How to Choose a Solar Street Light (Municipal & Road Projects)
Specifying solar street lighting for a road, estate or municipal project comes down to six decisions. Get these right and the lights perform for years; get them wrong and you're back on site within a season.
The contractor who specified the wrong wattage for a municipal road goes back to site in month eight with dark gaps between poles. The one who chose cheap lithium-ion for a tropical climate gets a call in year two about lights shutting off before midnight. The one who skipped the radar sensor finds the battery flat by 4am in winter. None of these failures happen if the spec is right from the start — and getting it right comes down to six decisions.
1. Match wattage and lumens to the road class
Start with the job, not the wattage. As a rough guide: paths, driveways and rural lanes are well served by 30–60W (roughly 3,000–6,000 lm); residential streets and parking lots by 60–100W; and main roads and large yards by 100–300W (up to ~10,000 lm). Over-spec and you pay for output you don't need; under-spec and the road has dark gaps between poles.
2. All-in-one or split?
An all-in-one street light integrates panel, battery, LED and controller in one housing — fastest to install and lowest cost per pole. A split street light separates the panel from the lamp head, so you can angle the panel to the sun even on shaded or awkwardly-oriented streets, and service the head without a crane. Choose all-in-one for open, sunny corridors; split where shading, orientation or long-term maintenance matter.
3. Size the battery for your worst week, not your best day
The number that decides reliability is autonomy — how many nights the light runs without a full recharge. In regions with a cloudy or rainy season, specify 2–3 nights of autonomy so the lights ride through bad weather. And insist on LiFePO4 batteries: they deliver 2,000+ cycles and tolerate heat, where cheaper lithium-ion cells fade within 18 months.
4. Demand the right IP rating
Street lights live in the weather for years. IP66 is the sensible minimum — dust-tight and resistant to high-pressure water, so the fixture survives storms, monsoon and dust-laden wind.

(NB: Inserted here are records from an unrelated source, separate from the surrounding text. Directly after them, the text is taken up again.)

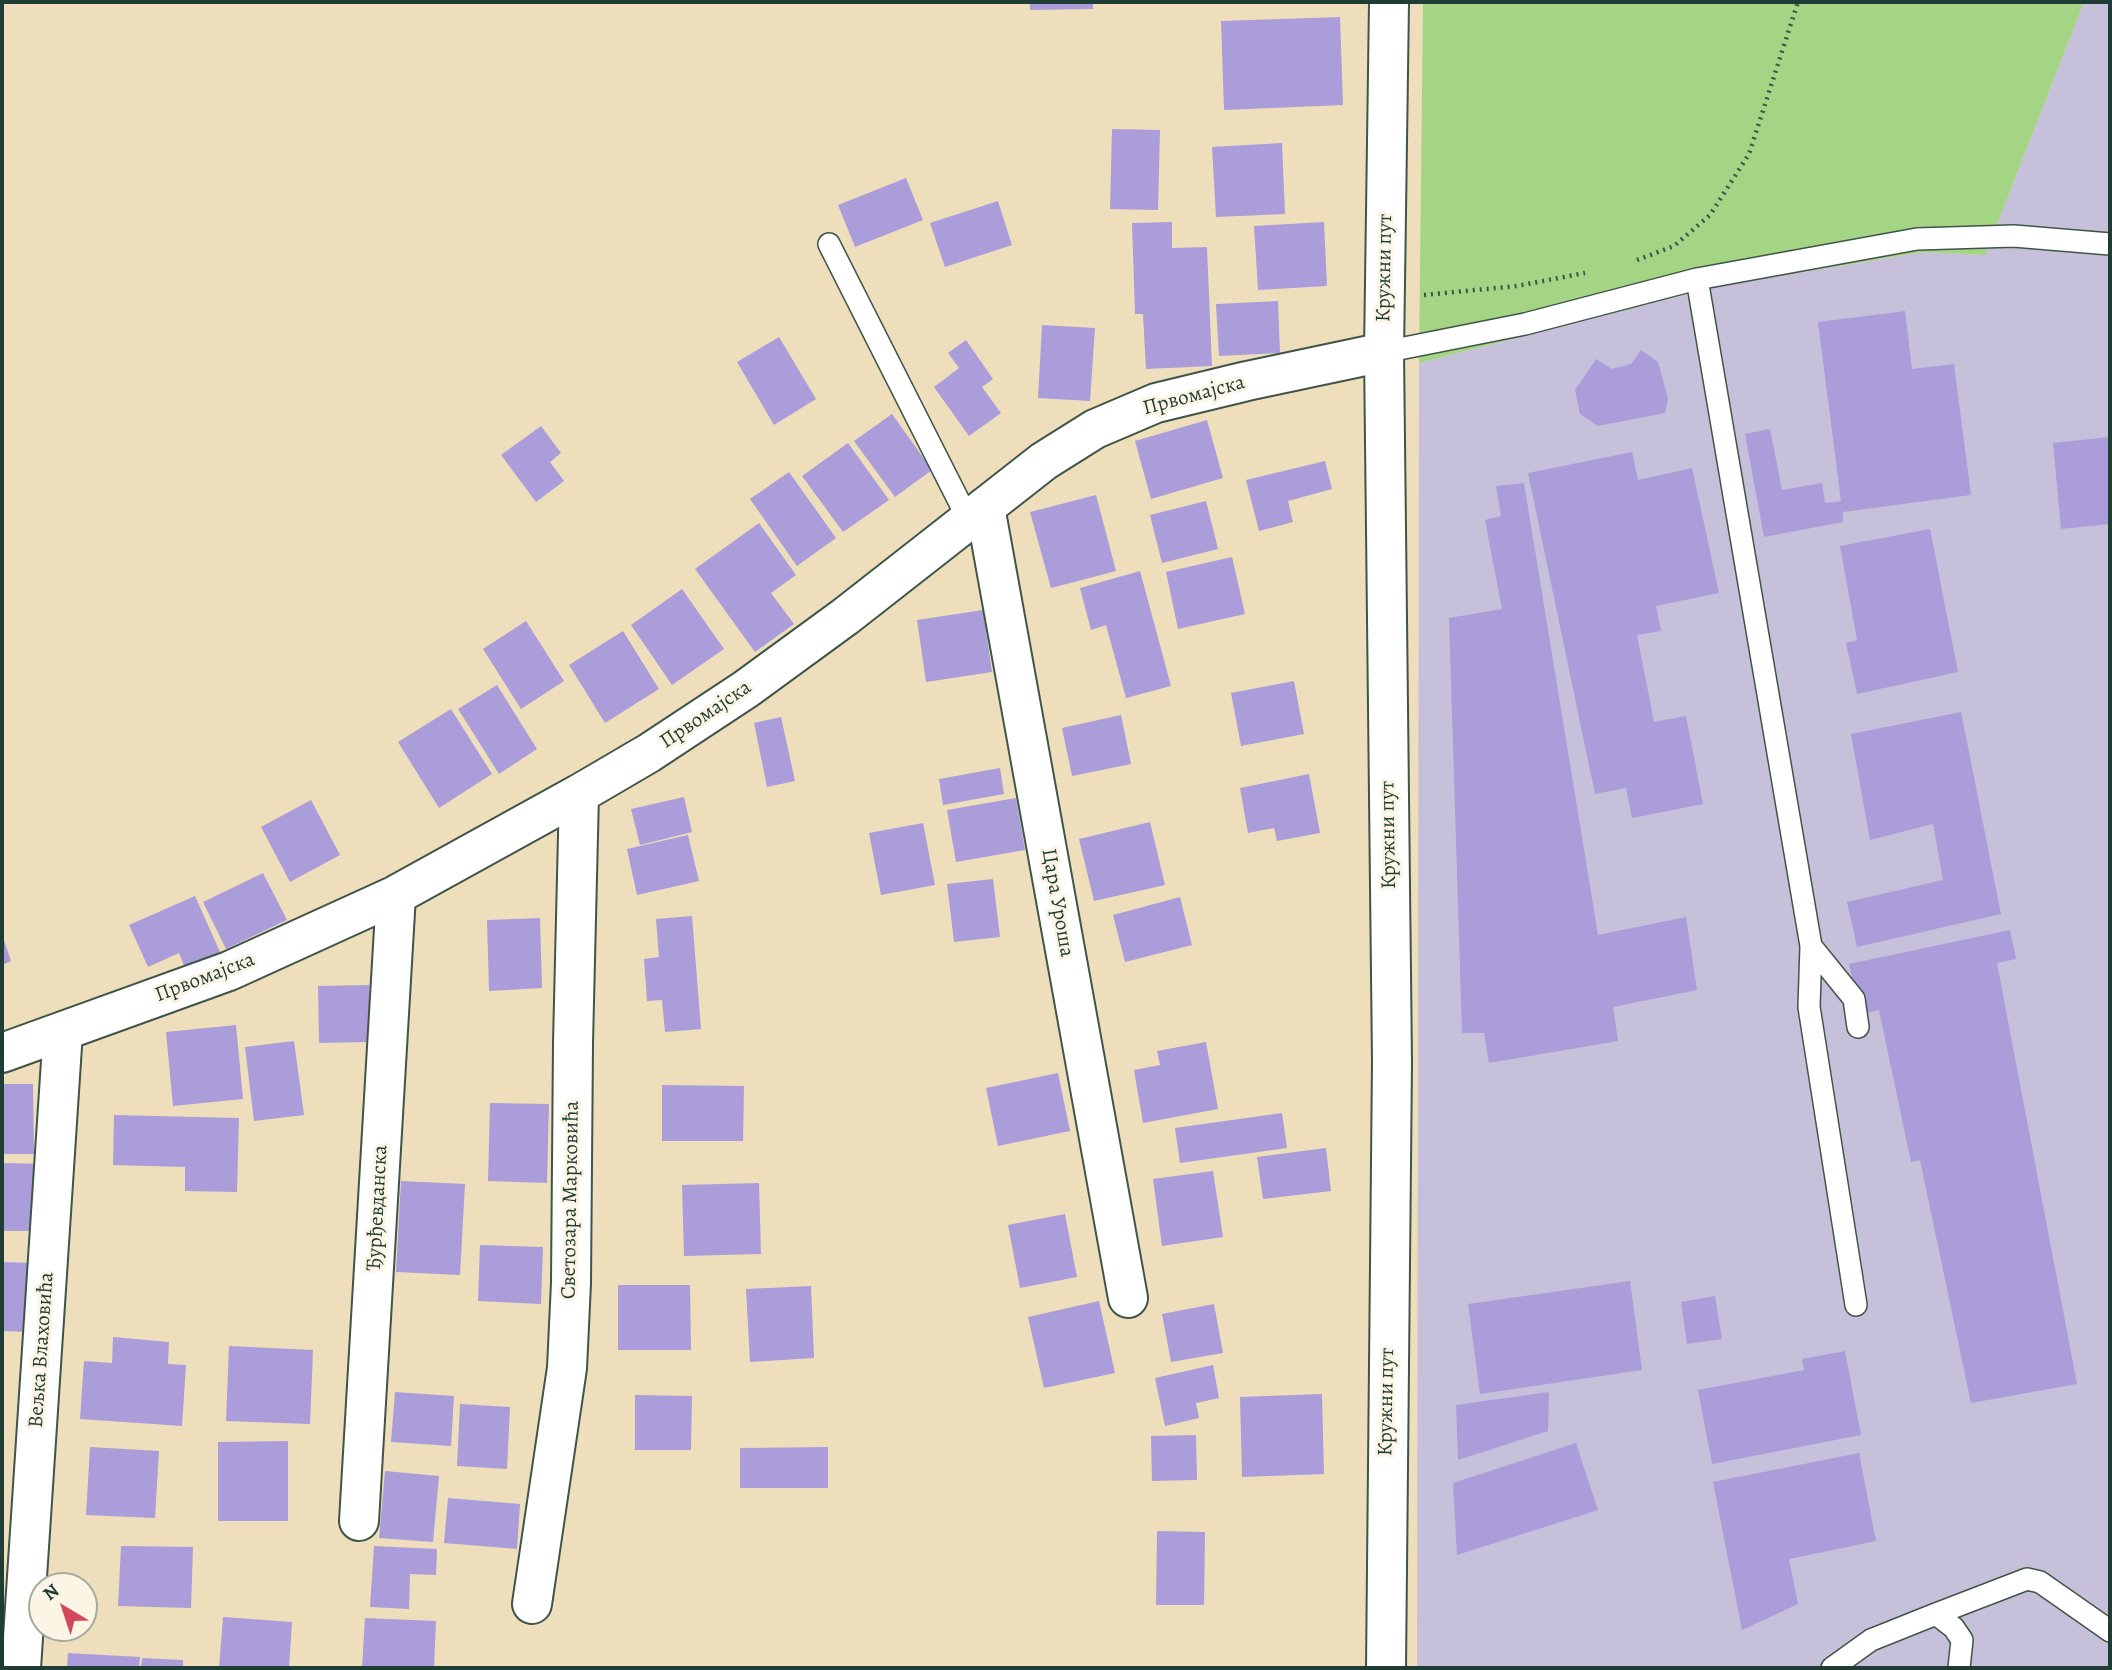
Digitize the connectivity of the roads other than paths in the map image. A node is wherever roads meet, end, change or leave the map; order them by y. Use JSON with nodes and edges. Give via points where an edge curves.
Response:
{"nodes":[{"id":1,"x":1389,"y":2,"type":"edge"},
{"id":2,"x":829,"y":244,"type":"dead end"},
{"id":3,"x":2110,"y":244,"type":"edge"},
{"id":4,"x":1697,"y":279,"type":"junction"},
{"id":5,"x":1384,"y":352,"type":"junction"},
{"id":6,"x":977,"y":514,"type":"junction"},
{"id":7,"x":579,"y":794,"type":"junction"},
{"id":8,"x":397,"y":895,"type":"junction"},
{"id":9,"x":1811,"y":946,"type":"junction"},
{"id":10,"x":1858,"y":1027,"type":"dead end"},
{"id":11,"x":63,"y":1031,"type":"junction"},
{"id":12,"x":2,"y":1053,"type":"edge"},
{"id":13,"x":1128,"y":1298,"type":"dead end"},
{"id":14,"x":1856,"y":1305,"type":"dead end"},
{"id":15,"x":359,"y":1521,"type":"dead end"},
{"id":16,"x":532,"y":1604,"type":"dead end"},
{"id":17,"x":1936,"y":1614,"type":"junction"},
{"id":18,"x":2110,"y":1631,"type":"edge"},
{"id":19,"x":21,"y":1668,"type":"edge"},
{"id":20,"x":1387,"y":1668,"type":"edge"},
{"id":21,"x":1832,"y":1668,"type":"edge"},
{"id":22,"x":1958,"y":1668,"type":"edge"}],
"edges":[{"from":1,"to":5,"type":"street","name":"Кружни пут"},
{"from":2,"to":6,"type":"lane"},
{"from":3,"to":4,"type":"lane","via":[[2014,236],[1917,239]]},
{"from":4,"to":5,"type":"lane","via":[[1525,324]]},
{"from":4,"to":9,"type":"lane"},
{"from":5,"to":6,"type":"street","name":"Првомајска","via":[[1156,402],[1095,429],[1044,461]]},
{"from":5,"to":20,"type":"street","name":"Кружни пут","via":[[1392,1048]]},
{"from":6,"to":7,"type":"street","name":"Првомајска","via":[[746,688]]},
{"from":6,"to":13,"type":"street","name":"Цара Уроша"},
{"from":7,"to":8,"type":"street","name":"Првомајска"},
{"from":7,"to":16,"type":"street","name":"Светозара Марковића","via":[[567,1368]]},
{"from":8,"to":11,"type":"street","name":"Првомајска","via":[[229,971]]},
{"from":8,"to":15,"type":"street","name":"Ђурђевданска"},
{"from":9,"to":10,"type":"lane","via":[[1854,999]]},
{"from":9,"to":14,"type":"lane","via":[[1808,1007]]},
{"from":11,"to":12,"type":"street","name":"Првомајска"},
{"from":11,"to":19,"type":"street","name":"Вељка Влаховића"},
{"from":17,"to":18,"type":"lane","via":[[2027,1579],[2040,1582]]},
{"from":17,"to":21,"type":"lane","via":[[1871,1640]]},
{"from":17,"to":22,"type":"lane","via":[[1962,1640]]}]}
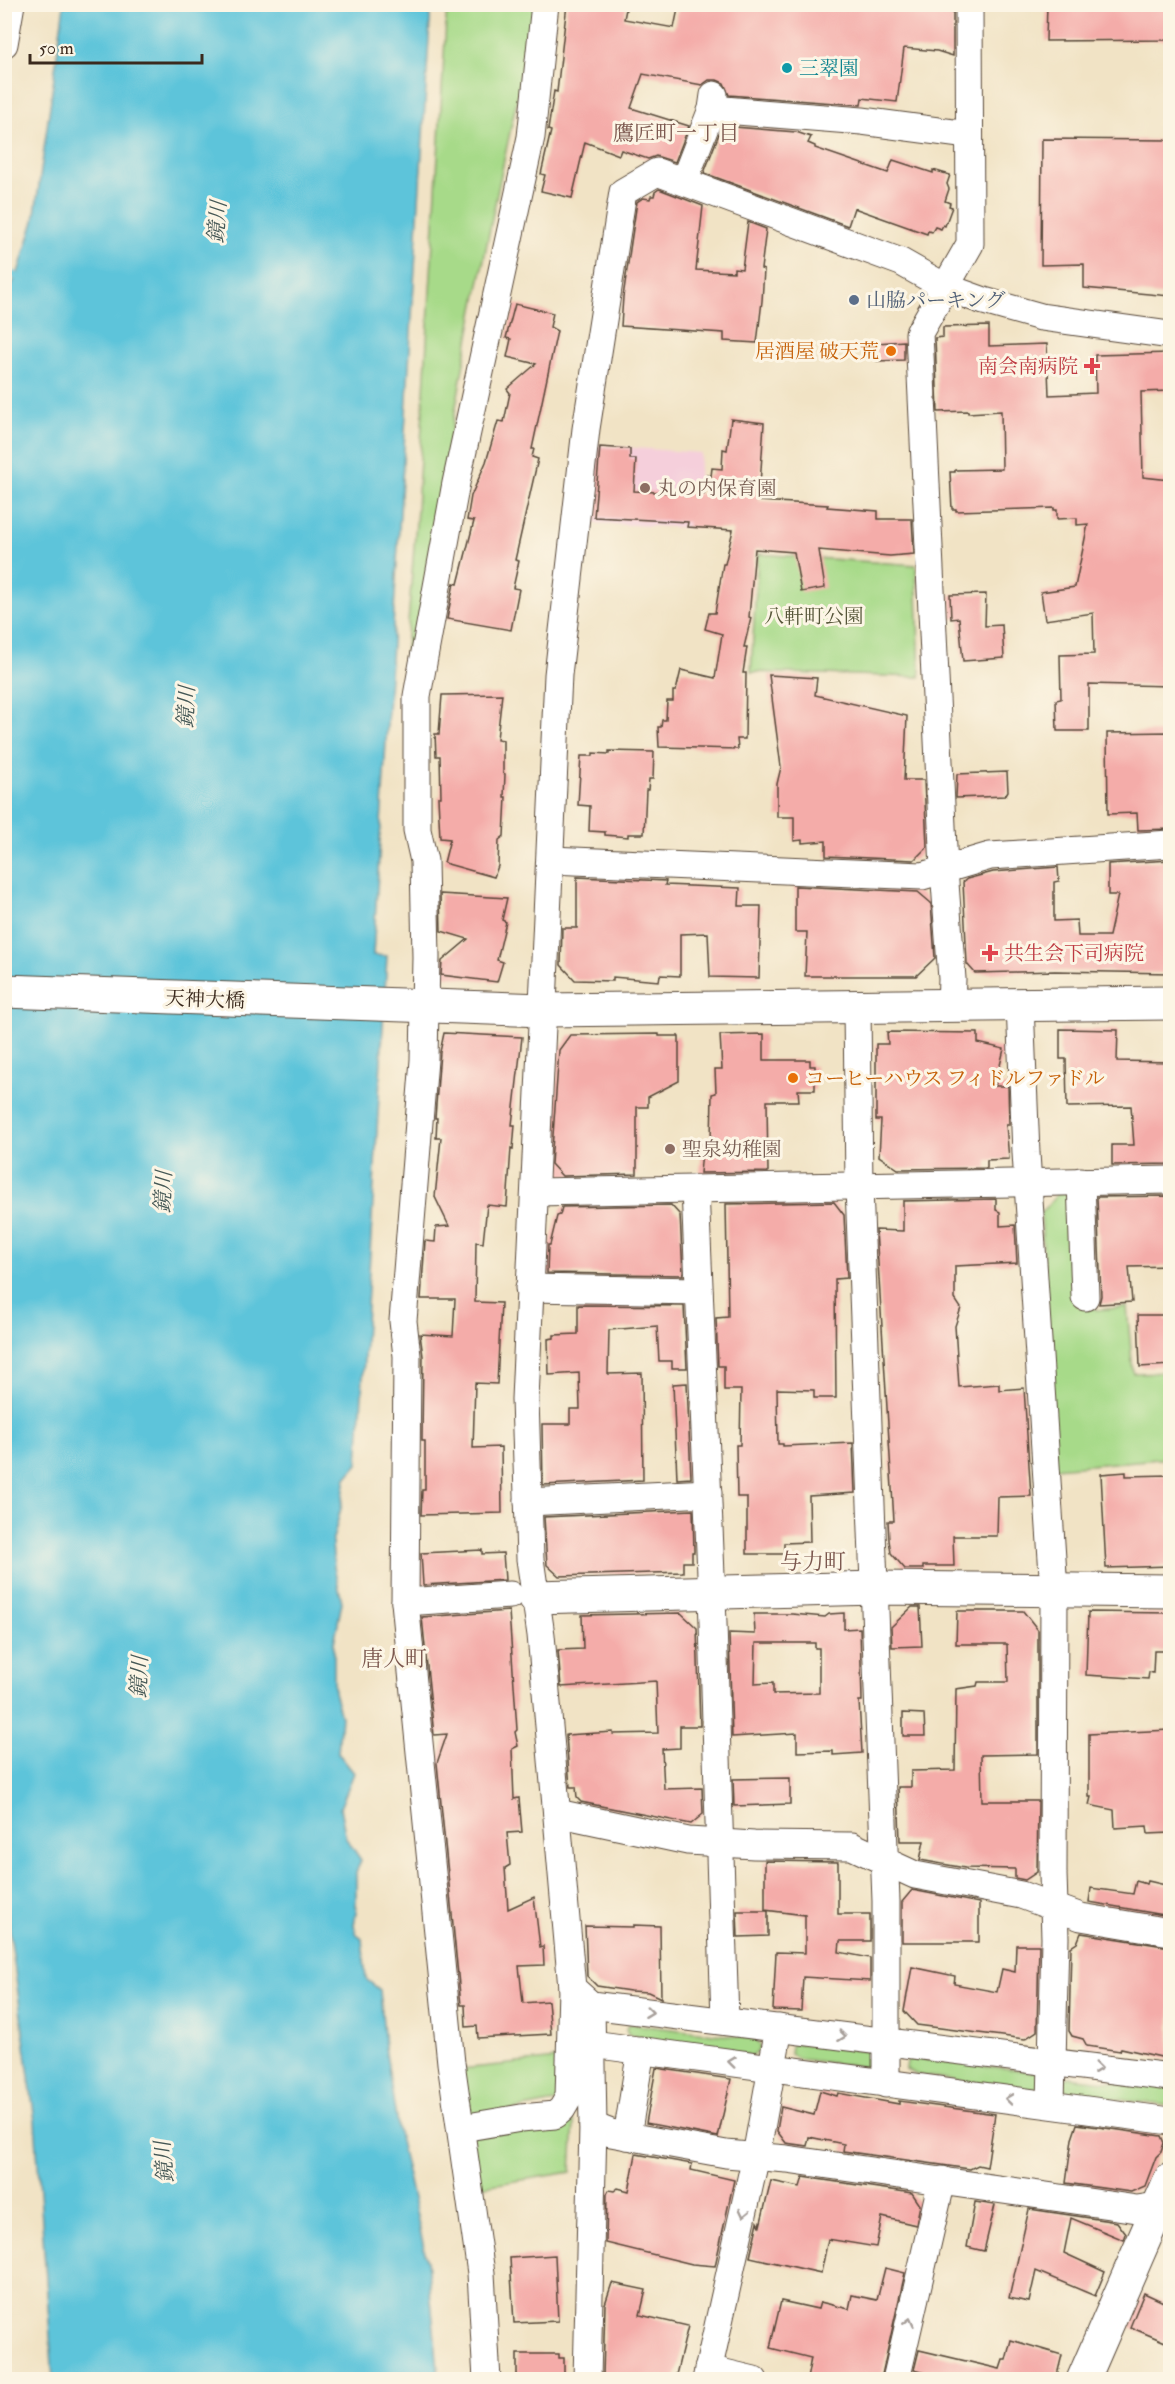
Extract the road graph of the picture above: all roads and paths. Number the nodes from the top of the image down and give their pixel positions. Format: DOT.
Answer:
graph roads {
  1 [pos="11,4"];
  2 [pos="545,4"];
  3 [pos="969,4"];
  4 [pos="4,44"];
  5 [pos="968,135"];
  6 [pos="684,181"];
  7 [pos="945,287"];
  8 [pos="1170,334"];
  9 [pos="1170,844"];
  10 [pos="551,860"];
  11 [pos="944,869"];
  12 [pos="4,991"];
  13 [pos="1170,1003"];
  14 [pos="1020,1004"];
  15 [pos="951,1006"];
  16 [pos="415,1007"];
  17 [pos="857,1007"];
  18 [pos="543,1010"];
  19 [pos="1170,1180"];
  20 [pos="1029,1181"];
  21 [pos="1081,1181"];
  22 [pos="859,1187"];
  23 [pos="695,1189"];
  24 [pos="536,1192"];
  25 [pos="529,1288"];
  26 [pos="699,1291"];
  27 [pos="1085,1297"];
  28 [pos="708,1493"];
  29 [pos="528,1502"];
  30 [pos="876,1588"];
  31 [pos="1054,1590"];
  32 [pos="1170,1591"];
  33 [pos="711,1593"];
  34 [pos="523,1596"];
  35 [pos="405,1602"];
  36 [pos="557,1814"];
  37 [pos="721,1843"];
  38 [pos="884,1862"];
  39 [pos="1054,1907"];
  40 [pos="1170,1932"];
  41 [pos="581,1996"];
  42 [pos="725,2021"];
  43 [pos="779,2028"];
  44 [pos="887,2042"];
  45 [pos="592,2044"];
  46 [pos="641,2050"];
  47 [pos="1052,2062"];
  48 [pos="771,2067"];
  49 [pos="1170,2077"];
  50 [pos="886,2084"];
  51 [pos="1051,2104"];
  52 [pos="1170,2121"];
  53 [pos="593,2126"];
  54 [pos="462,2128"];
  55 [pos="627,2136"];
  56 [pos="756,2156"];
  57 [pos="942,2180"];
  58 [pos="1167,2196"];
  59 [pos="707,2374"];
  60 [pos="487,2379"];
  61 [pos="588,2379"];
  62 [pos="754,2379"];
  63 [pos="896,2379"];
  64 [pos="1083,2379"];
  1 -- 4 [label="street"];
  2 -- 16 [label="street"];
  3 -- 5 [label="street"];
  5 -- 6 [label="street"];
  5 -- 7 [label="street"];
  6 -- 7 [label="street"];
  6 -- 10 [label="street"];
  7 -- 8 [label="street"];
  7 -- 11 [label="street"];
  9 -- 11 [label="street"];
  10 -- 11 [label="street"];
  10 -- 18 [label="street"];
  11 -- 15 [label="street"];
  12 -- 16 [label="street, 天神大橋"];
  13 -- 14 [label="street, 天神大橋"];
  14 -- 15 [label="street, 天神大橋"];
  14 -- 20 [label="street"];
  15 -- 17 [label="street, 天神大橋"];
  16 -- 18 [label="street, 天神大橋"];
  16 -- 35 [label="street"];
  17 -- 18 [label="street, 天神大橋"];
  17 -- 22 [label="street"];
  18 -- 24 [label="street"];
  19 -- 21 [label="street"];
  20 -- 21 [label="street"];
  20 -- 22 [label="street"];
  20 -- 31 [label="street"];
  21 -- 27 [label="street"];
  22 -- 23 [label="street"];
  22 -- 30 [label="street"];
  23 -- 24 [label="street"];
  23 -- 26 [label="street"];
  24 -- 25 [label="street"];
  25 -- 26 [label="street"];
  25 -- 29 [label="street"];
  26 -- 28 [label="street"];
  28 -- 29 [label="street"];
  28 -- 33 [label="street"];
  29 -- 34 [label="street"];
  30 -- 31 [label="street"];
  30 -- 33 [label="street"];
  30 -- 38 [label="street"];
  31 -- 32 [label="street"];
  31 -- 39 [label="street"];
  33 -- 34 [label="street"];
  33 -- 37 [label="street"];
  34 -- 35 [label="street"];
  34 -- 36 [label="street"];
  35 -- 54 [label="street"];
  36 -- 37 [label="street"];
  36 -- 41 [label="street"];
  37 -- 38 [label="street"];
  37 -- 42 [label="street"];
  38 -- 39 [label="street"];
  38 -- 44 [label="street"];
  39 -- 40 [label="street"];
  39 -- 47 [label="street"];
  41 -- 42 [label="street, one-way"];
  41 -- 45 [label="street"];
  41 -- 54 [label="street"];
  42 -- 43 [label="street"];
  43 -- 44 [label="street, one-way"];
  43 -- 48 [label="street"];
  44 -- 47 [label="street"];
  44 -- 50 [label="street"];
  45 -- 46 [label="street"];
  45 -- 53 [label="street"];
  48 -- 46 [label="street, one-way"];
  46 -- 55 [label="street"];
  47 -- 49 [label="street, one-way"];
  47 -- 51 [label="street"];
  48 -- 50 [label="street"];
  48 -- 56 [label="street"];
  51 -- 50 [label="street, one-way"];
  51 -- 52 [label="street"];
  53 -- 55 [label="street"];
  53 -- 61 [label="street"];
  54 -- 60 [label="street"];
  55 -- 56 [label="street"];
  56 -- 57 [label="street"];
  56 -- 59 [label="street, one-way"];
  57 -- 58 [label="street"];
  63 -- 57 [label="street, one-way"];
  58 -- 64 [label="street"];
  59 -- 62 [label="street"];
}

Here's how IP ratings actually work.
5. Use motion (radar) sensing to stretch runtime
Microwave radar lets a light dim between passers-by and rise to full output for vehicles and pedestrians. This dramatically extends battery life and autonomy — which is exactly what you need through long winter nights or cloudy spells. For public roads, it also keeps light where and when it's needed.
6. Check pole fit, mounting and certification
Confirm the fixture suits your pole diameter and arm, and that mounting hardware is included. For tenders, require CE + RoHS certificates up front — they clear customs and procurement without friction. Reputable suppliers provide them with every quotation.